A mysterious odor has one Valley neighborhood in a big stink.
A group of north Phoenix RV Park residents say their health and welfare is in danger after a recycling plant opened up nearby.
Saundra Bryn is the park manager at the Desert Edge RV in the Deer Valley section of Phoenix. It’s been here for 40 years.
“It’s spicy, it kind of burns in your nose. Um, it’s not a trash smell. It’s a composting smell,” Bryn said.
Whatever it is, you can’t help but notice the stench coming from the general direction of the recycling plant down the street.
Peering over the fence, there are several piles of tree and brush being composted into mulch. No waste products or garbage are evident, but the smell certainly is.

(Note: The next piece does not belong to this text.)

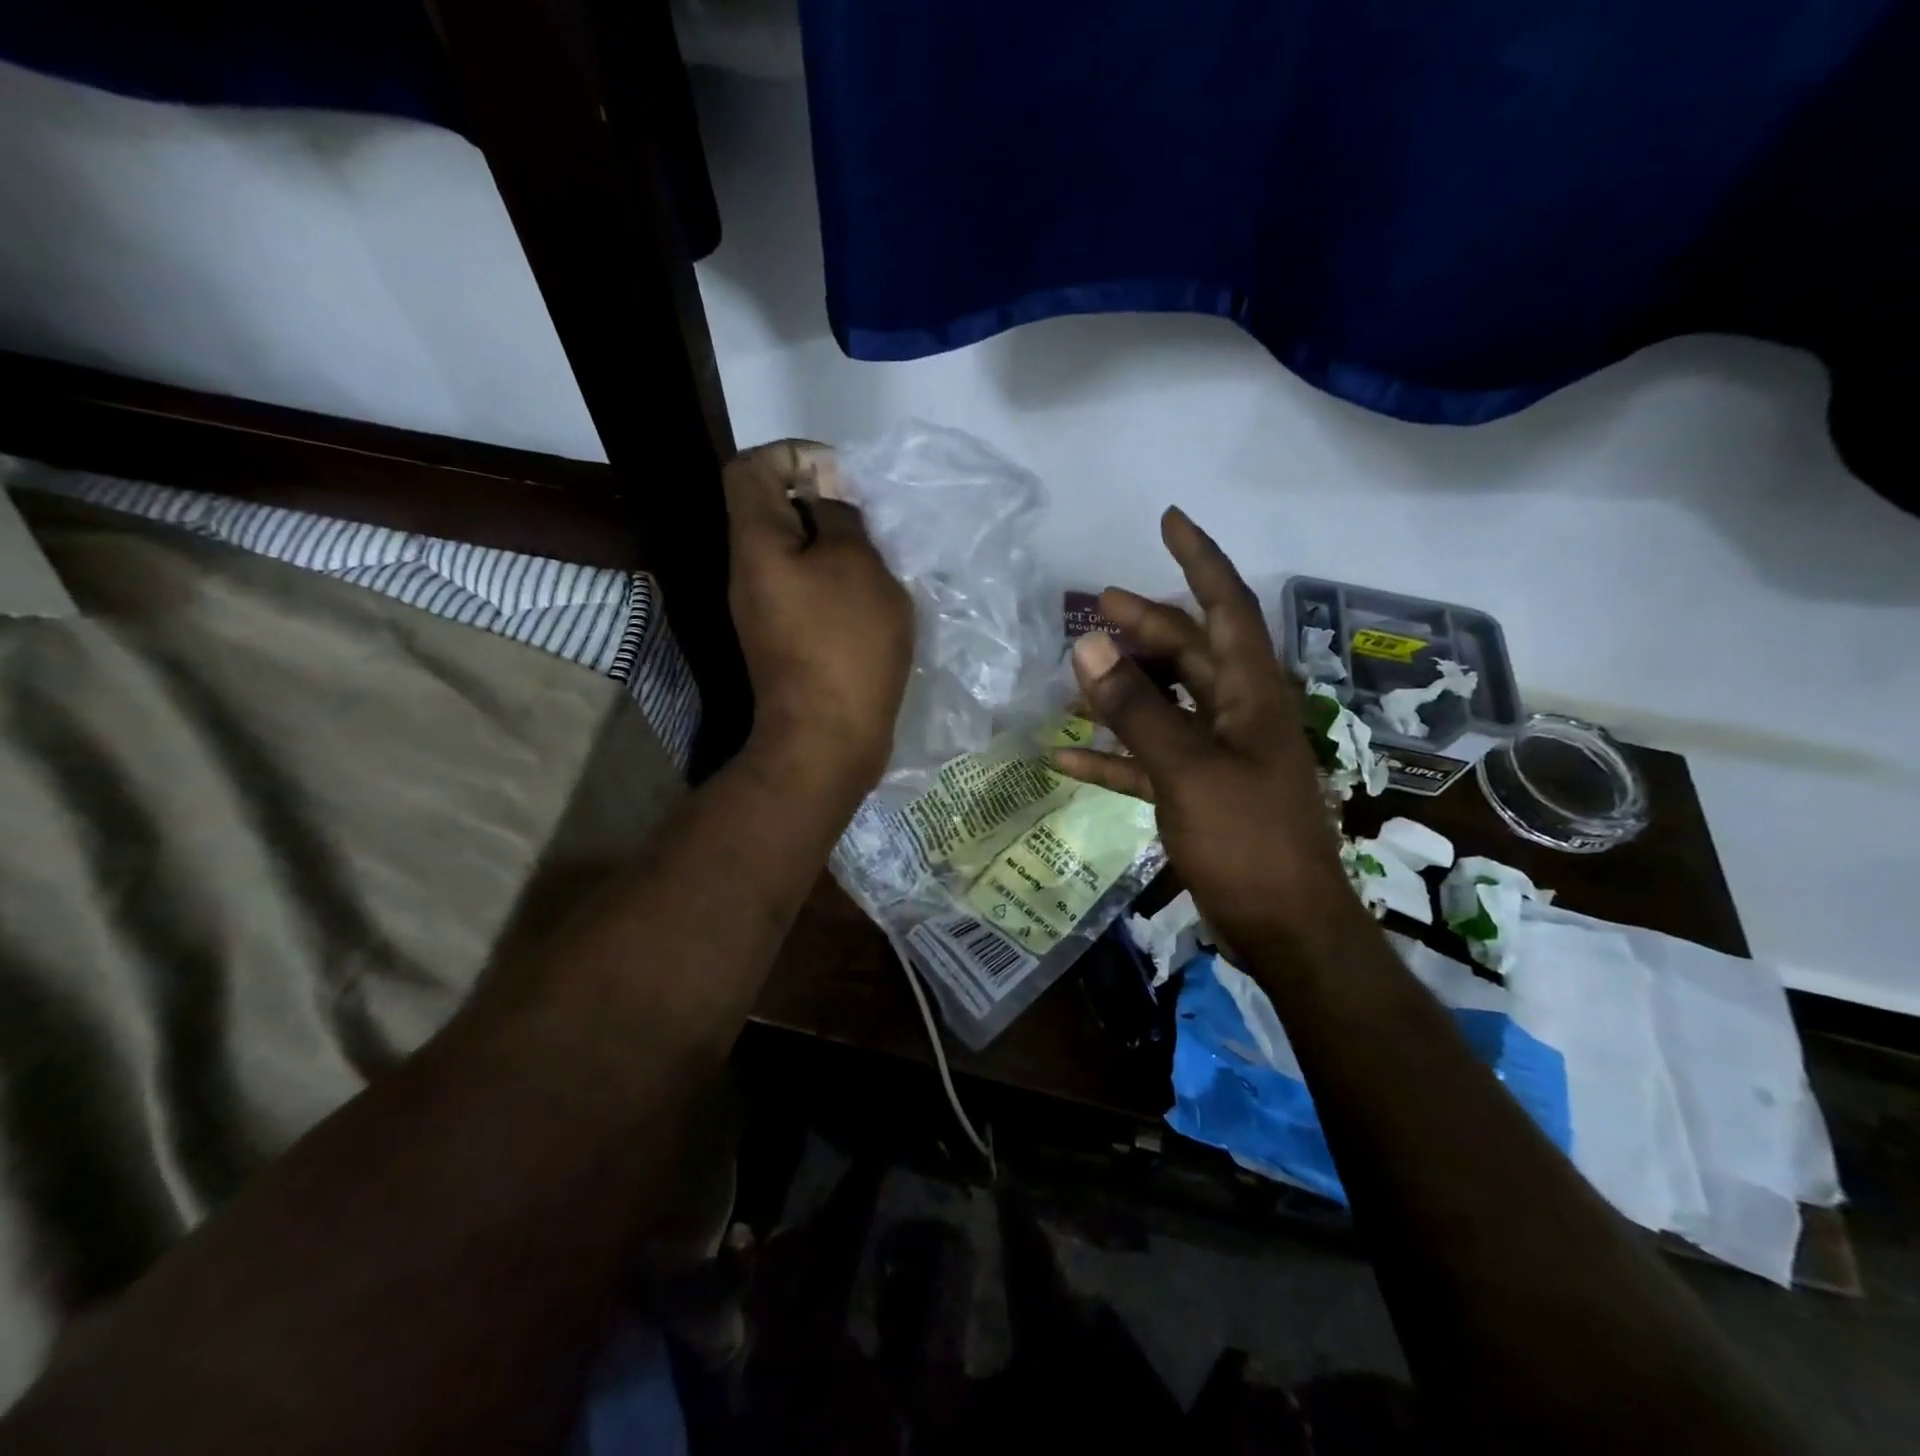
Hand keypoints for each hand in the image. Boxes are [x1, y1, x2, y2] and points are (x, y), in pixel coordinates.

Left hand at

Back at the RV Park a block away, resident Phyllis Younger is waiting.
“Did you get a whiff of the smell? You go and get up in the morning like we did this morning to go do laundry and it’s like suffocating," she said.
Younger said the odor emanates from the Green Earth Waste Recycling plant and not only is it unpleasant, but also unhealthy.
“It’s hard for me, because I have COPD, to breathe," she said. "I come out the door, I can’t breathe. I have to do my inhalers to even get past it. “
Her husband Robert Younger said the reek is nothing like he’s ever experienced, here or elsewhere.
“It is just bad," he said. "I mean, I’ve been stationed overseas in the Far East and I guarantee you this place outdoes the smells that we had over there. Rotten plants, open sewers and what have you, but this, on a scale of 1 to 10, compared to that stuff this is about a 12.”
Also nearby is a dump, run by the company Waste Management.
But Diana Ellis, a resident and the manager of the neighboring Phoenix Metro RV Park, said the overwhelming waft didn’t show up until more recently, when the recycling plant did.
“I’ve lived in this two-block radius for the past 18 years and never did I ever smell anything coming out of the Waste Management plant over there," she said. "But ever since this place has opened up, the smell; (I’m) suffering with burning, hurting, itching eyes, sneezing.”
Ellis said the RV parks hold about 200 vehicles, most of them seasonal, and that their wintertime clients aren’t returning because of the putrid smell.
“Who would expect that a recycling (and) mulching plant would cause as many issues as it has," she said. "And my residents coming to me and saying if something isn’t done about that, we won’t come back.”
The complaints by local residents and businesses led to the City of Phoenix denying a three-year use permit for Green Earth in July. But the plant operators submitted an appeal denying it emits hazardous odors, dust or smoke and has no negative effects on air quality.
“What we process is green waste," said Mike Espinoza, the owner of the facility. "We deal with pine chips that come from Snowflake. We deal with green waste that comes out of the Valley. It’s strictly green waste.”
Espinoza said his composted mulch is sold to the Scott’s company, which has certified it as safe, and that the plant is doing a service to the environment by removing mulch from landfills.
“It’s not like I’m saying give us your manure or give us your food waste because those are things that will rot and create an odor," he said. "This is green waste, these are pine chips, pine cones and pine needles, things that don’t necessarily have an odor. We’re being classified as someone who is producing a toxic product.”
He maintains that every local government agency that has investigated his plant has found nothing harmful.
“If you look at it, there’s Waste Management, there’s my company, there’s all these other industrial companies and then plotted in the middle of that, there’s an RV park," he said. "So, it doesn’t look to me like my company is out of place. As a matter of fact, I didn’t have anything to do with the zoning, the city did.”
“We’re fulltime RV’ers, so yeah, I could get up and move, but why should I?" Resident Bob Younger said. "I mean, I was here before that place was. I mean, everyone was here before that place was. To me, I think they’re trying to force us out.”
Meanwhile, mulching operations at the facility are continuing until another hearing on the matter Sept. 3. That’s when the city will decide whether to shut down the plant permanently or let it continue to operate.